### [EXERCISE]
The expected output is the line holding "Turn the roads" plus every line after it through the end of the listing, copied exactly.

-=-=-

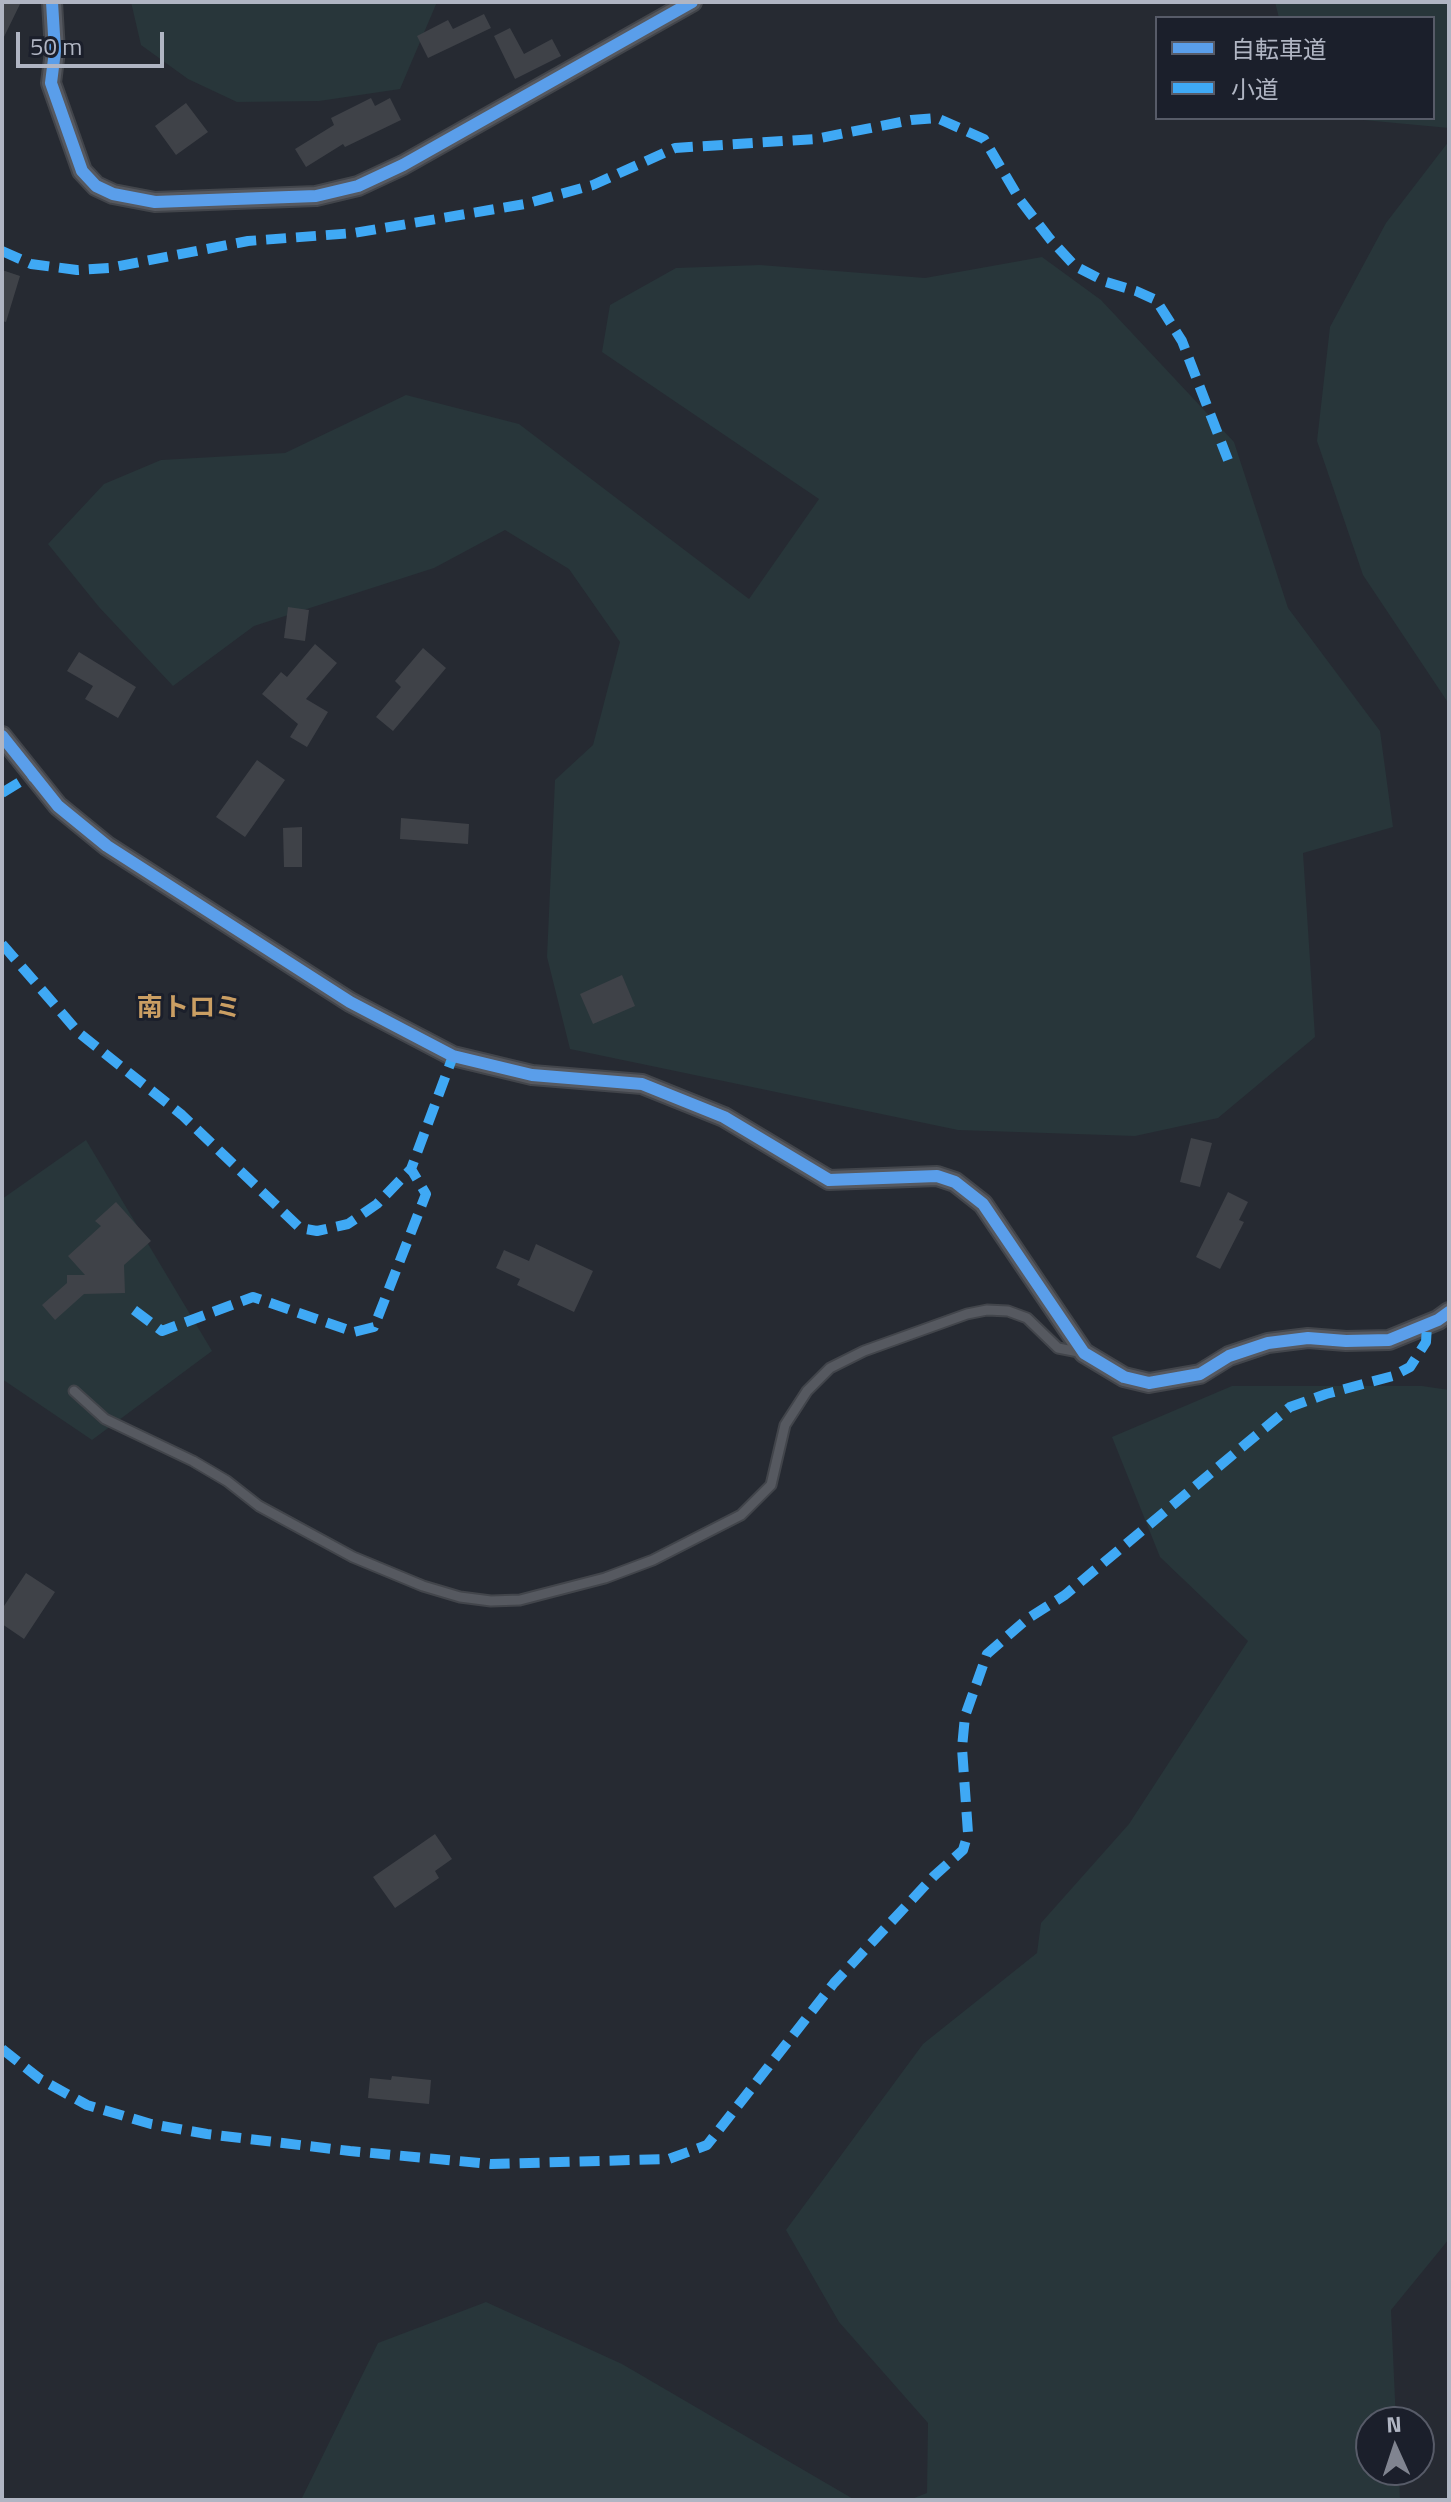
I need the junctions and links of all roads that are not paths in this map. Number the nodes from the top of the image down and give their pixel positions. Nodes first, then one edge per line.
1 (52, 2) edge
2 (692, 2) edge
3 (2, 736) edge
4 (1449, 1312) edge
5 (1084, 1353) junction
6 (74, 1391) dead end

1 - 2 street
3 - 5 street
4 - 5 street
5 - 6 lane

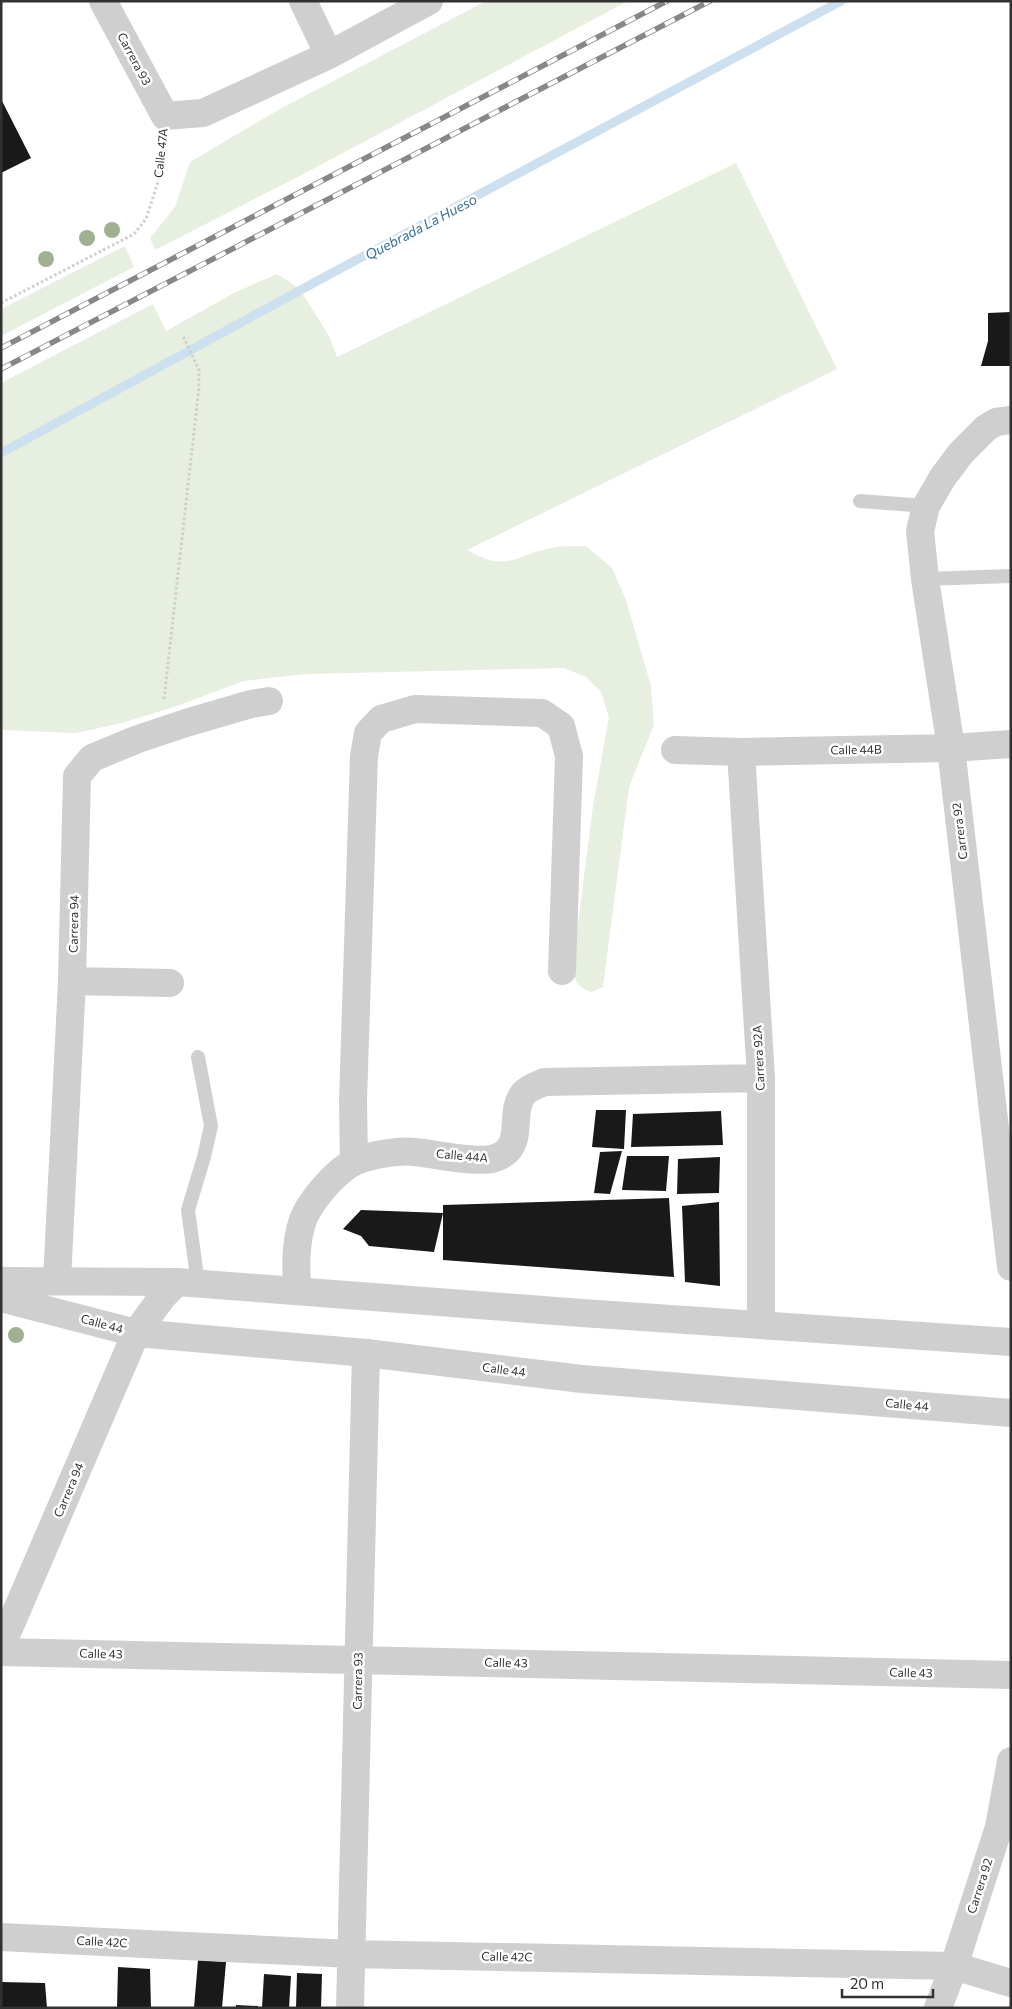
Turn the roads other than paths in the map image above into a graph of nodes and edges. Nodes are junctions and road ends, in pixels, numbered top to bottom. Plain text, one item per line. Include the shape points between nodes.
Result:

-=-=-

### [TASK OUTPUT]
Turn the roads other than paths in the map image above into a graph of nodes and edges. Nodes are junctions and road ends, in pixels, numbered top to bottom. Plain text, one item per line. Include the shape points between nodes.
Result:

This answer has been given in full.